Pakistan's rising poverty
can be explained by successive governments' inability to translate economic
growth into reduction of poverty and sustainable development prospects for the
poor. The country has maintained an average GDP growth rate of six percent per
year since the late 1940s.
We can define poverty narrowly
by saying it is a lack of sufficient food or income. Or we can use the broader
definition of a lack of access to opportunities. Either way, a quarter to a
half of all Pakistanis live in poverty.
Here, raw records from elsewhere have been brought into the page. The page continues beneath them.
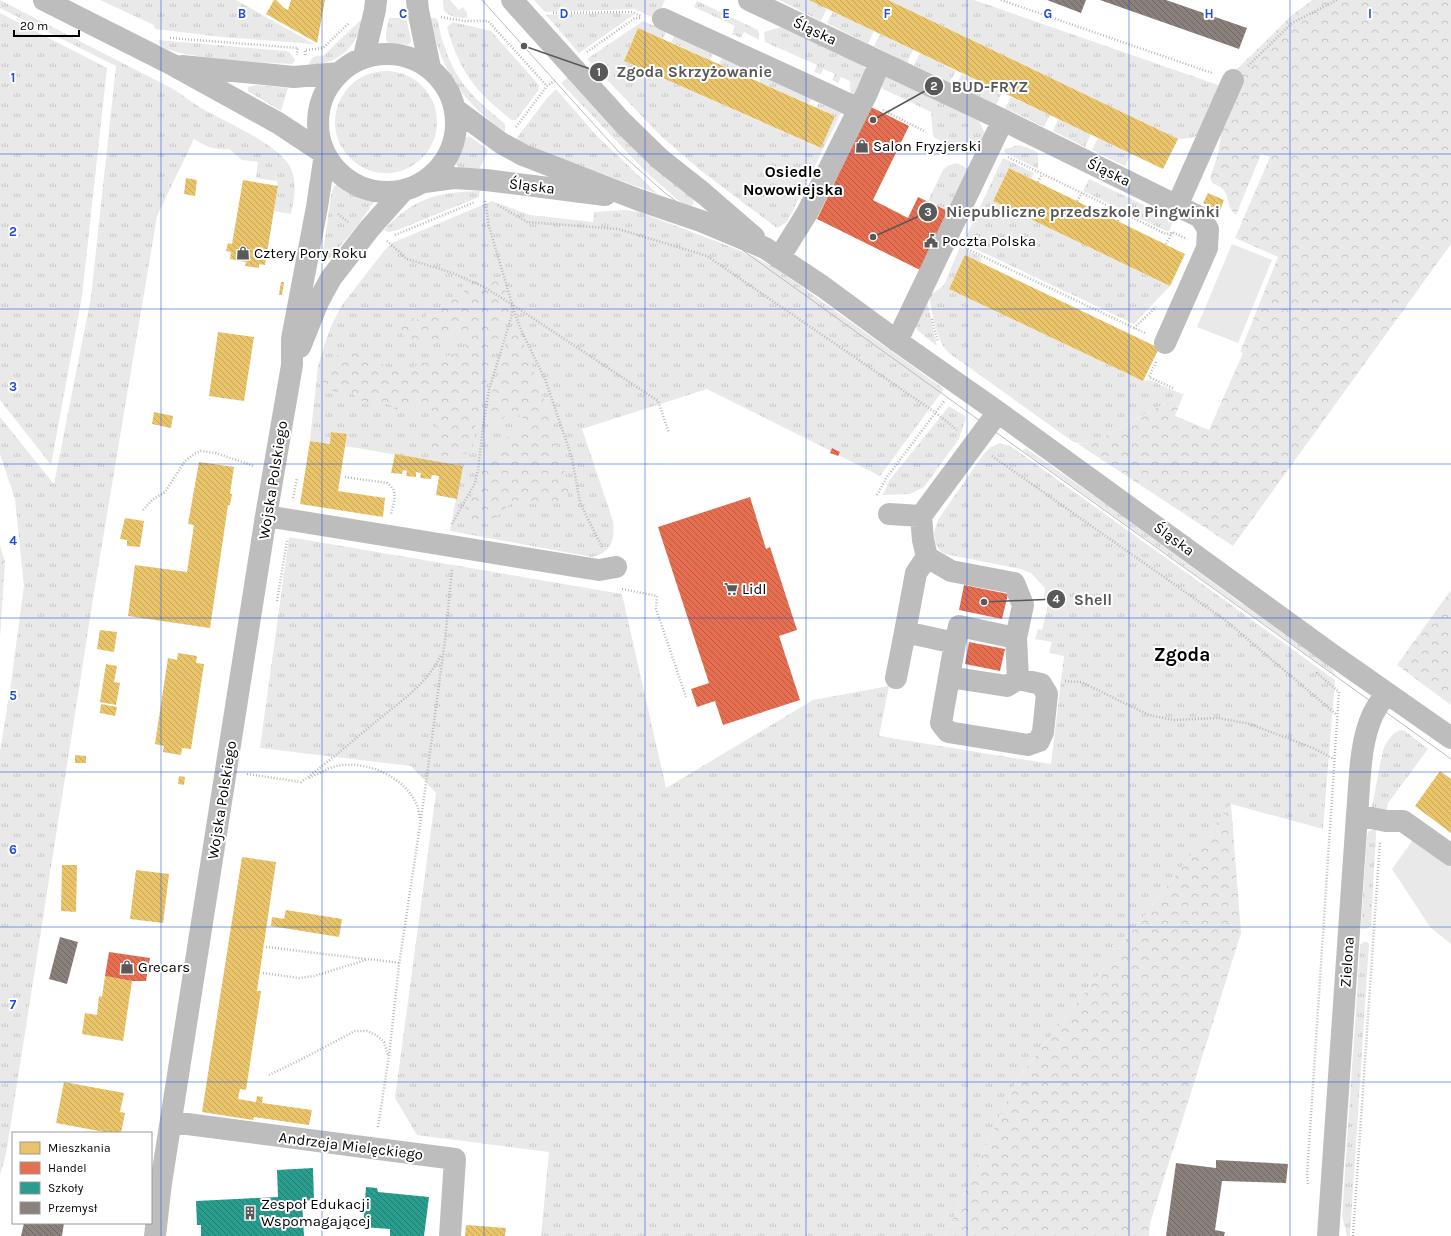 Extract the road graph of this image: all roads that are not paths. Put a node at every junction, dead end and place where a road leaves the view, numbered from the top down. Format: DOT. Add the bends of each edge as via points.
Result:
graph roads {
  1 [pos="44,0"];
  2 [pos="376,0"];
  3 [pos="418,0"];
  4 [pos="512,0"];
  5 [pos="749,0"];
  6 [pos="663,19"];
  7 [pos="364,56"];
  8 [pos="880,62"];
  9 [pos="173,65"];
  10 [pos="430,68"];
  11 [pos="338,73"];
  12 [pos="1233,80"];
  13 [pos="456,108"];
  14 [pos="859,109"];
  15 [pos="1003,120"];
  16 [pos="325,154"];
  17 [pos="424,182"];
  18 [pos="403,191"];
  19 [pos="639,200"];
  20 [pos="1177,206"];
  21 [pos="772,253"];
  22 [pos="897,341"];
  23 [pos="1165,343"];
  24 [pos="292,365"];
  25 [pos="998,412"];
  26 [pos="882,507"];
  27 [pos="266,516"];
  28 [pos="921,516"];
  29 [pos="927,557"];
  30 [pos="616,578"];
  31 [pos="905,632"];
  32 [pos="1016,638"];
  33 [pos="955,643"];
  34 [pos="949,677"];
  35 [pos="896,678"];
  36 [pos="1018,679"];
  37 [pos="1387,692"];
  38 [pos="1451,738"];
  39 [pos="1357,815"];
  40 [pos="1451,855"];
  41 [pos="172,1122"];
  42 [pos="155,1236"];
  43 [pos="450,1236"];
  44 [pos="1328,1236"];
  1 -- 9 [label="street"];
  2 -- 7 [label="street"];
  3 -- 10 [label="street"];
  4 -- 21 [label="street" via="628,128 660,159"];
  5 -- 8 [label="street, Śląska"];
  6 -- 14 [label="street"];
  7 -- 10 [label="street" via="388,53 403,55 418,60"];
  7 -- 11 [label="street"];
  8 -- 14 [label="street"];
  8 -- 15 [label="street, Śląska"];
  9 -- 11 [label="street" via="294,77"];
  9 -- 16 [label="street" via="278,123"];
  10 -- 13 [label="street" via="442,80"];
  11 -- 16 [label="street" via="326,90 318,111 318,133"];
  12 -- 20 [label="street"];
  13 -- 17 [label="street" via="457,126 448,158 438,172"];
  13 -- 19 [label="street, Śląska" via="501,143 523,155"];
  14 -- 21 [label="street" via="807,213"];
  15 -- 20 [label="street, Śląska"];
  15 -- 22 [label="street"];
  16 -- 18 [label="street" via="338,173 358,186 380,192"];
  16 -- 24 [label="street, Wojska Polskiego" via="292,339"];
  17 -- 18 [label="street"];
  17 -- 19 [label="street, Śląska" via="454,178 486,180"];
  18 -- 24 [label="street, Wojska Polskiego" via="331,278 318,302"];
  19 -- 21 [label="street, Śląska" via="701,221"];
  20 -- 23 [label="street, Śląska" via="1200,217 1208,229 1208,237 1202,261"];
  21 -- 22 [label="street, Śląska"];
  22 -- 25 [label="street, Śląska"];
  24 -- 27 [label="street, Wojska Polskiego"];
  25 -- 28 [label="street"];
  25 -- 37 [label="street, Śląska"];
  26 -- 28 [label="street"];
  27 -- 30 [label="street" via="378,534 451,537 599,570"];
  27 -- 41 [label="street, Wojska Polskiego" via="237,774"];
  28 -- 29 [label="street"];
  29 -- 31 [label="street" via="916,573"];
  29 -- 32 [label="street" via="951,571 1014,583 1023,605"];
  31 -- 33 [label="street"];
  31 -- 35 [label="street"];
  32 -- 33 [label="street" via="959,626"];
  32 -- 36 [label="street"];
  33 -- 34 [label="street"];
  34 -- 36 [label="street" via="1007,686"];
  34 -- 36 [label="street" via="941,723 948,732 1028,745 1039,741 1043,732 1047,694 1041,684"];
  37 -- 38 [label="street, Śląska"];
  37 -- 39 [label="street, Zielona" via="1373,714 1368,730 1362,756"];
  39 -- 40 [label="street" via="1403,821"];
  39 -- 44 [label="street, Zielona"];
  41 -- 42 [label="street, Wojska Polskiego"];
  41 -- 43 [label="street, Andrzeja Mielęckiego" via="455,1159"];
}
Pakistan's income poverty has increased
from 25% in 1985 to 30% in 1995.
This 30 percent figure is
a sharp increase from 20 percent in 1990. In practical terms, it means that
between 1990 and 1995, as many as 18 million people may have been added to the
ranks of the absolute poor in Pakistan.
During the 1980s, the proportion
of absolute poor of the total population was estimated to have gone down from
38 percent in 1980 to 20 percent in 1990. In other words, the number of absolute
poor decreased by at least 10 million, from 34 million in 1980 to 24 million
in 1990.
This diminishing poverty
between 1980 and 1990 was not because of government policy or initiative. Rather,
it was the result of a number of developments in the private sector.
The most important factor
in poverty's decline in that ten-year period was the influx of remittances from
Pakistani workers in the Middle East. These remittances made up 10 percent of
the country's GNP at their peak and benefited about 25 million Pakistanis, mostly
from the lower middle class.
A second factor was the
Green Revolution of the 1970s. This reform helped increase the productivity
of small and middle-sized farms and did not just benefit large farms.
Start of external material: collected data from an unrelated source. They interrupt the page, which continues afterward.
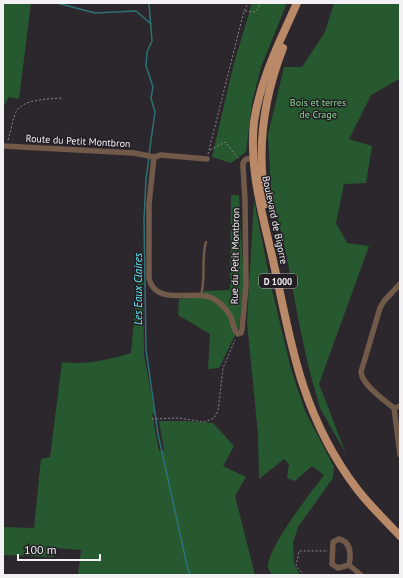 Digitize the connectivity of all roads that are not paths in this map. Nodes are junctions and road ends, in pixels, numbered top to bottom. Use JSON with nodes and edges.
{"nodes":[{"id":1,"x":296,"y":3,"type":"edge"},
{"id":2,"x":302,"y":3,"type":"edge"},
{"id":3,"x":4,"y":146,"type":"edge"},
{"id":4,"x":150,"y":156,"type":"junction"},
{"id":5,"x":253,"y":158,"type":"junction"},
{"id":6,"x":207,"y":159,"type":"road end"},
{"id":7,"x":206,"y":242,"type":"dead end"},
{"id":8,"x":400,"y":284,"type":"edge"},
{"id":9,"x":201,"y":295,"type":"junction"},
{"id":10,"x":397,"y":407,"type":"edge"},
{"id":11,"x":400,"y":455,"type":"edge"},
{"id":12,"x":400,"y":531,"type":"edge"},
{"id":13,"x":400,"y":536,"type":"edge"},
{"id":14,"x":349,"y":565,"type":"junction"},
{"id":15,"x":361,"y":575,"type":"edge"}],
"edges":[{"from":1,"to":5,"type":"main road","name":"Boulevard de Bigorre","number":"D 1000"},
{"from":2,"to":12,"type":"main road","name":"Boulevard de Bigorre","number":"D 1000"},
{"from":3,"to":4,"type":"street","name":"Route du Petit Montbron"},
{"from":4,"to":6,"type":"street","name":"Route du Petit Montbron"},
{"from":4,"to":9,"type":"street"},
{"from":5,"to":9,"type":"street","name":"Rue du Petit Montbron"},
{"from":5,"to":13,"type":"main road","name":"Boulevard de Bigorre","number":"D 1000"},
{"from":7,"to":9,"type":"lane"},
{"from":8,"to":10,"type":"street"},
{"from":10,"to":11,"type":"street"},
{"from":14,"to":14,"type":"street"},
{"from":14,"to":15,"type":"street"}]}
The third factor in Pakistan's
poverty decline during the 1980s was the rise of small industrial enterprises
borne out of a more liberal import policy for steel and other raw materials.
However, the situation has
deteriorated considerably since 1990. Pakistan's GDP growth rate slowed to 4.4
percent per year between 1990 and 1995. In addition, the remittances from the
Middle East have dwindled to a mere 4.6 percent - roughly $2 billion -- of the
country's GDP.
As well, there has been
a significant slowdown in small-scale industrial growth and small-farm production.
Rising inflation has also translated into a heavier burden of indirect taxes.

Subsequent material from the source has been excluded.